O Memorando destacou que, desde a consulta, tornou-se público o ajuizamento do pedido de recuperação judicial pela Emissora, corroborando a alegação de difícil situação financeira da Companhia e evidenciando a urgência na estruturação do Fundo, que pode acabar por perder seu objeto a depender do desenrolar dos fatos associados a esse emissor. Também ressaltou a recente discussão no âmbito normativo da CVM relacionada aos fundos de investimento em infraestrutura em geral ("FI-Infra"), o que resultou na edição da Instrução CVM nº 606/19, alteradora da Instrução CVM 555. Entre outras alterações, referida instrução autorizou a dispensa de cumprimento dos limites de diversificação por tipo de ativo financeiro previstas no art.103 da Instrução CVM 555 para os fundos de infraestrutura, assim como a majoração do limite de concentração por emissor para 20%.

Ainda segundo a área técnica, pela própria estrutura do fundo e o público alvo previsto, nenhum investidor poderá se sujeitar a riscos maiores do que já está exposto na prática. Além disso, o fato de o regulamento do Fundo prever a possibilidade de investidores profissionais não desmerece essa conclusão, pois para esses investidores a preocupação da regulação de fato é menor, o que é evidenciado pela própria dispensa regulatória a eles aplicável, conforme leitura do artigo 129, V, da Instrução CVM 555.

Em relação à dispensa pretendida para a vedação, prevista nos artigos 27 e 37, III, da Instrução CVM 555, de aplicações e resgates em ativos financeiros, a SIN aduziu que as circunstâncias de atuação e propósito de investimento muito específicas do Fundo justificariam também a concessão dessa dispensa, apesar de eventuais custos de transação sucessivos e desnecessários que, de certo, inviabilizariam a própria colocação do produto no mercado, uma vez que: (i) em relação à complexidade da operação e à sua operacionalização, a questão poderia ser administrada por uma informação adequada no Regulamento que detalhasse amiúde como essa operação se realizaria, o que poderia ser viabilizado neste caso, uma vez que a operação de integralização ou resgate do Fundo seria realizada com apenas um ativo de características já conhecidas; e (ii) no que se refere a possível transferência de riqueza, o uso de uma fonte terceira, pública e independente (no caso, a ANBIMA), como referência de preço parece também mitigar discussões nesse sentido, visto que possibilitará ao investidor a comparação com aquela referência e a isonomia de tratamento necessária para as aplicações e resgates.

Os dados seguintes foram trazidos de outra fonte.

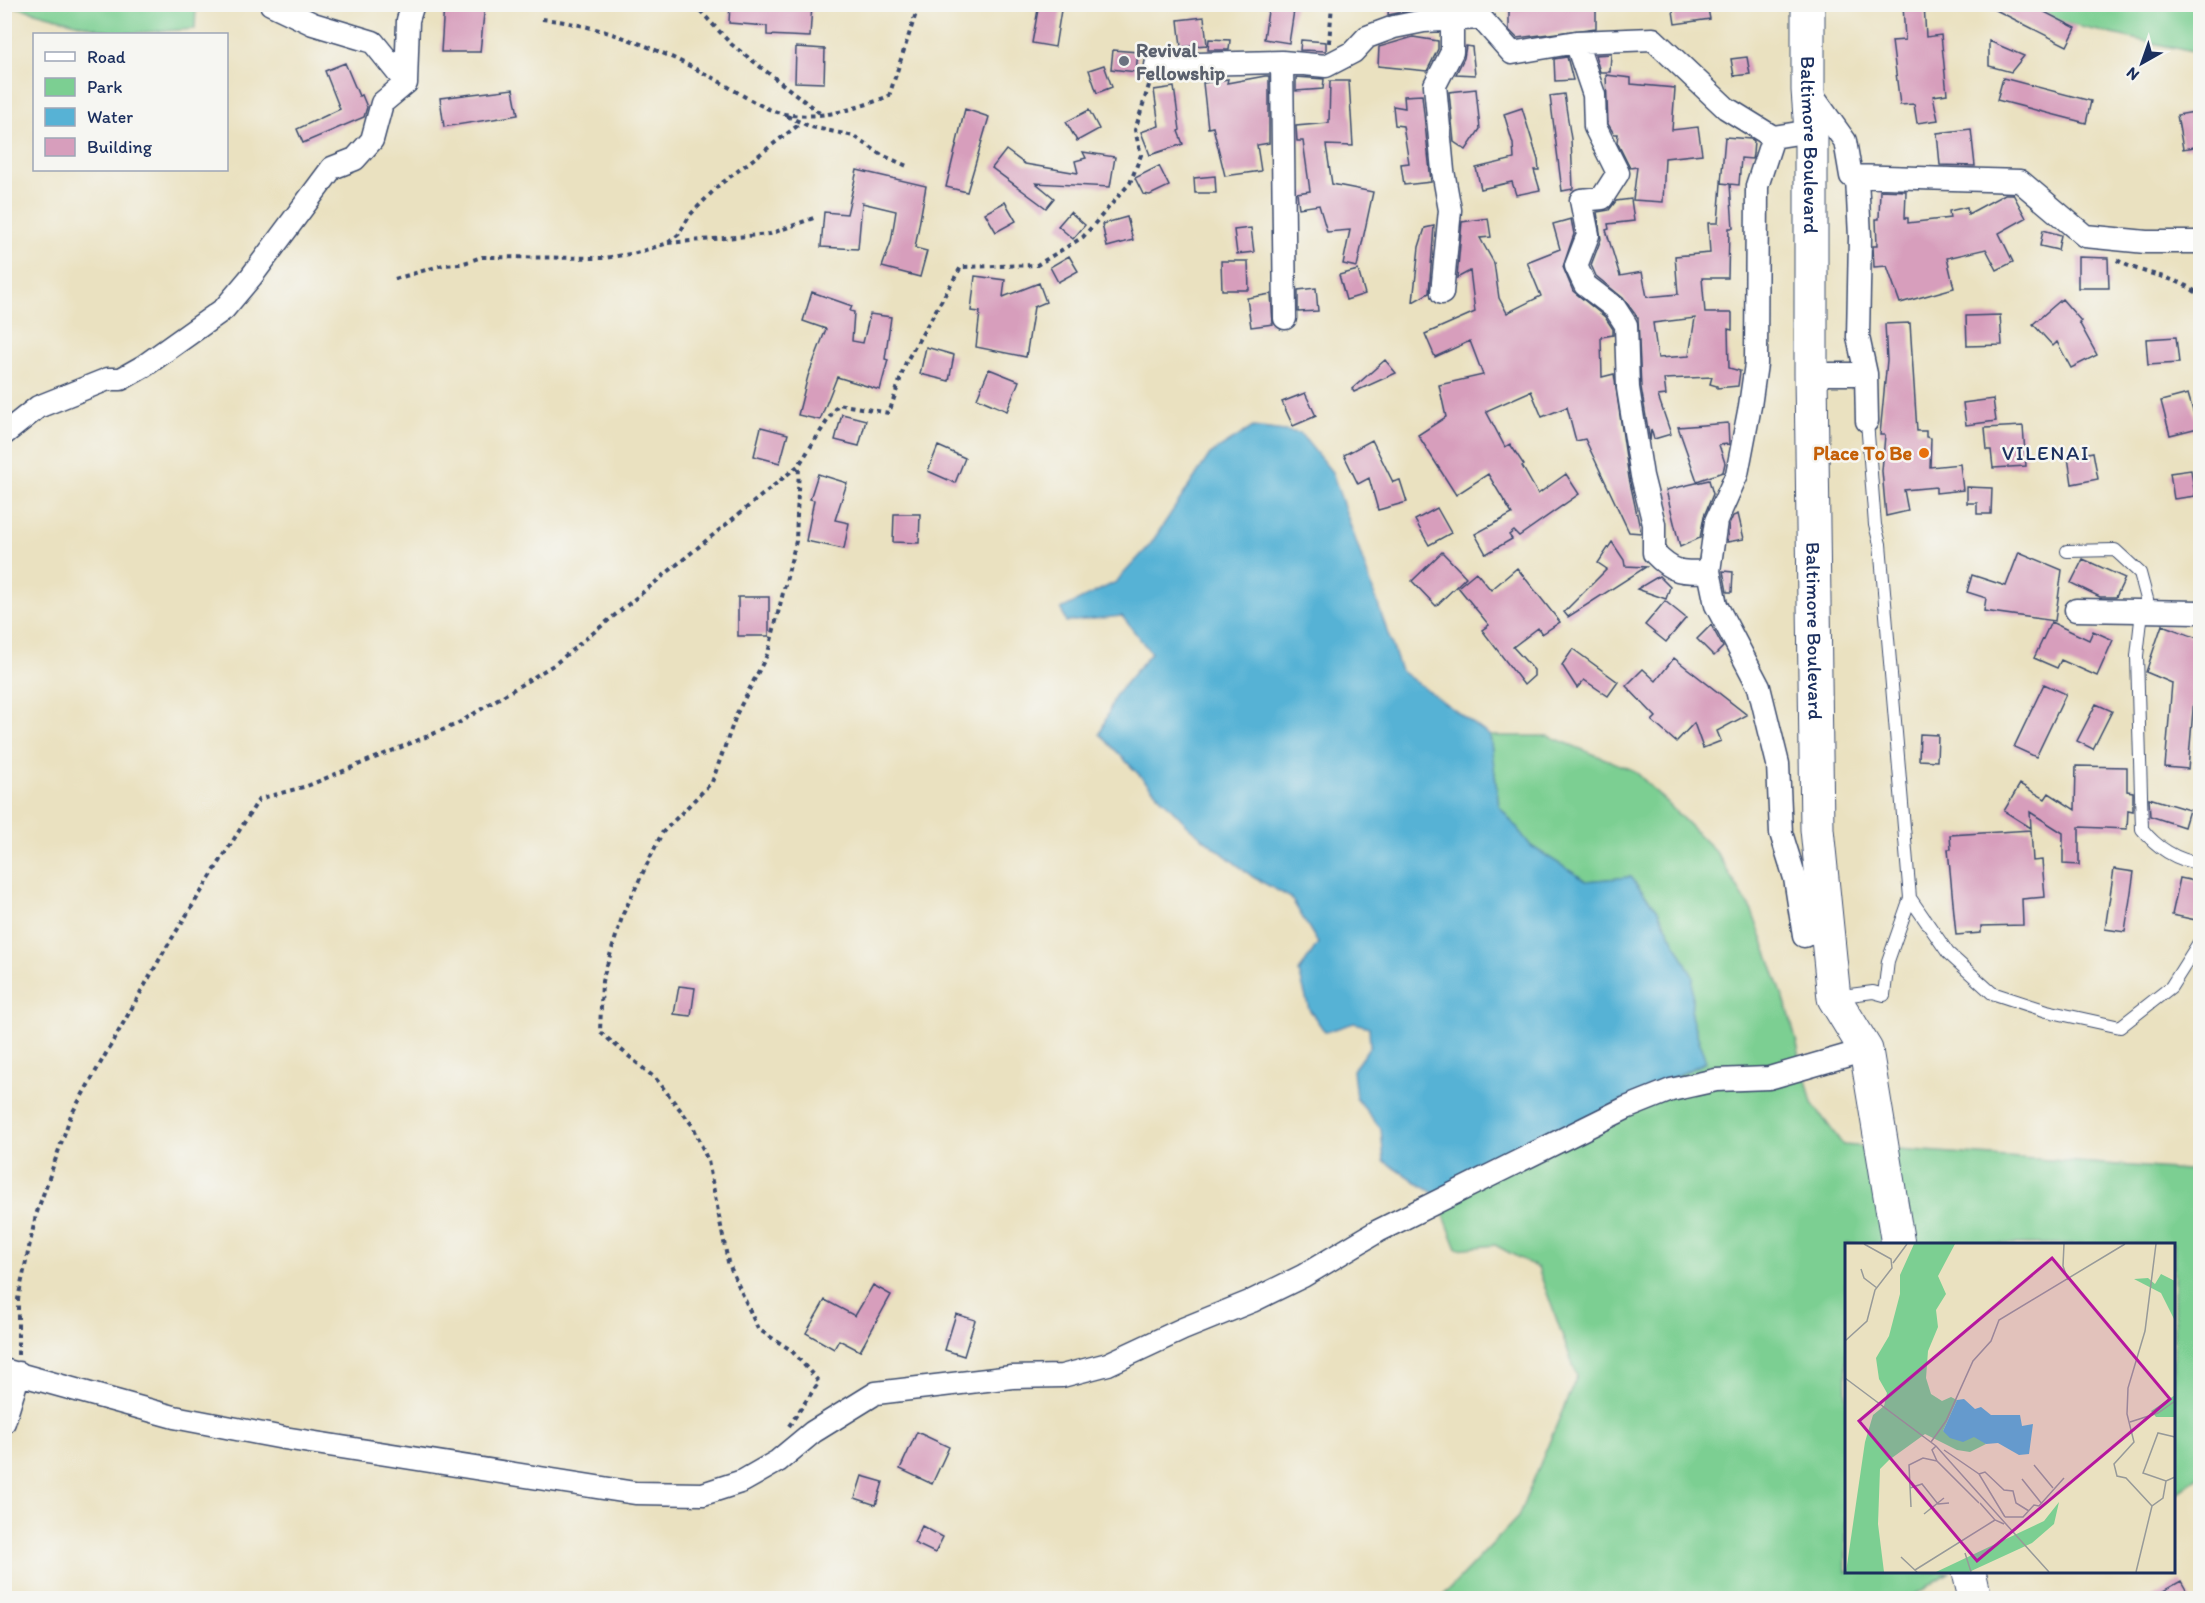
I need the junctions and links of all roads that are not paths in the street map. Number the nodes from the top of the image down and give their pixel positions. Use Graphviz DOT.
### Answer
graph roads {
  1 [pos="271,4"];
  2 [pos="413,4"];
  3 [pos="1808,4"];
  4 [pos="1452,22"];
  5 [pos="1576,42"];
  6 [pos="1282,62"];
  7 [pos="1156,65"];
  8 [pos="406,83"];
  9 [pos="1808,90"];
  10 [pos="1812,131"];
  11 [pos="1773,137"];
  12 [pos="1851,176"];
  13 [pos="2200,242"];
  14 [pos="1442,293"];
  15 [pos="1285,318"];
  16 [pos="1811,374"];
  17 [pos="1866,374"];
  18 [pos="1867,422"];
  19 [pos="4,434"];
  20 [pos="2067,551"];
  21 [pos="1709,571"];
  22 [pos="2076,610"];
  23 [pos="2142,611"];
  24 [pos="2200,612"];
  25 [pos="2200,863"];
  26 [pos="1910,898"];
  27 [pos="1804,936"];
  28 [pos="2200,941"];
  29 [pos="1834,998"];
  30 [pos="1866,1050"];
  31 [pos="1898,1243"];
  32 [pos="12,1372"];
  33 [pos="4,1422"];
  34 [pos="1969,1573"];
  35 [pos="1975,1599"];
  1 -- 8 [label="street"];
  2 -- 8 [label="street"];
  3 -- 9 [label="highway, Baltimore Boulevard"];
  4 -- 5 [label="street"];
  4 -- 6 [label="street"];
  4 -- 14 [label="street"];
  5 -- 11 [label="street"];
  5 -- 21 [label="street"];
  6 -- 7 [label="street"];
  6 -- 15 [label="street"];
  8 -- 19 [label="street"];
  9 -- 10 [label="highway, Baltimore Boulevard"];
  9 -- 12 [label="street"];
  10 -- 11 [label="street"];
  10 -- 16 [label="highway, Baltimore Boulevard"];
  11 -- 21 [label="street"];
  12 -- 13 [label="street"];
  12 -- 17 [label="street"];
  16 -- 17 [label="street"];
  16 -- 29 [label="highway, Baltimore Boulevard"];
  17 -- 18 [label="street"];
  18 -- 26 [label="lane"];
  20 -- 23 [label="lane"];
  21 -- 27 [label="street"];
  22 -- 23 [label="street"];
  23 -- 24 [label="street"];
  23 -- 25 [label="lane"];
  26 -- 28 [label="lane"];
  26 -- 29 [label="lane"];
  29 -- 30 [label="highway, Baltimore Boulevard"];
  30 -- 31 [label="highway, Baltimore Boulevard"];
  30 -- 32 [label="street"];
  32 -- 33 [label="street"];
  34 -- 35 [label="highway"];
}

Além disso, a área técnica afirmou que a estruturação do fundo como aberto (ainda que sujeito a uma carência inicial de 180 dias) parece oferecer uma alternativa de saída e liquidez para o investidor que dificilmente seria encontrada no mercado.

O Diretor Carlos Rebello, em seu voto, no que foi acompanhado pelo Diretor Henrique Machado, ponderou que algumas circunstâncias envolvendo a proposta aventada pela Gestora mereciam esclarecimentos adicionais por parte da área técnica previamente ao deferimento das dispensas requeridas, tais como (i) a sua experiência na solução de questões da espécie; (ii) breve descrição das disputas havidas entre a companhia emissora e os debenturistas acerca da renegociação da dívida; (iii) existência de reclamações de investidores recebidas pela autarquia; (iv) eventuais conflitos de interesse da Gestora na estruturação de fundo de renda fixa nos moldes propostos; (v) a manifestação do agente fiduciário nomeado sobre a aderência da estrutura proposta; (vi) o ganho de liquidez(1) vislumbrado pela área técnica; e (vii) a avaliação de eventuais riscos que a nova estrutura poderia agregar ao público destinatário.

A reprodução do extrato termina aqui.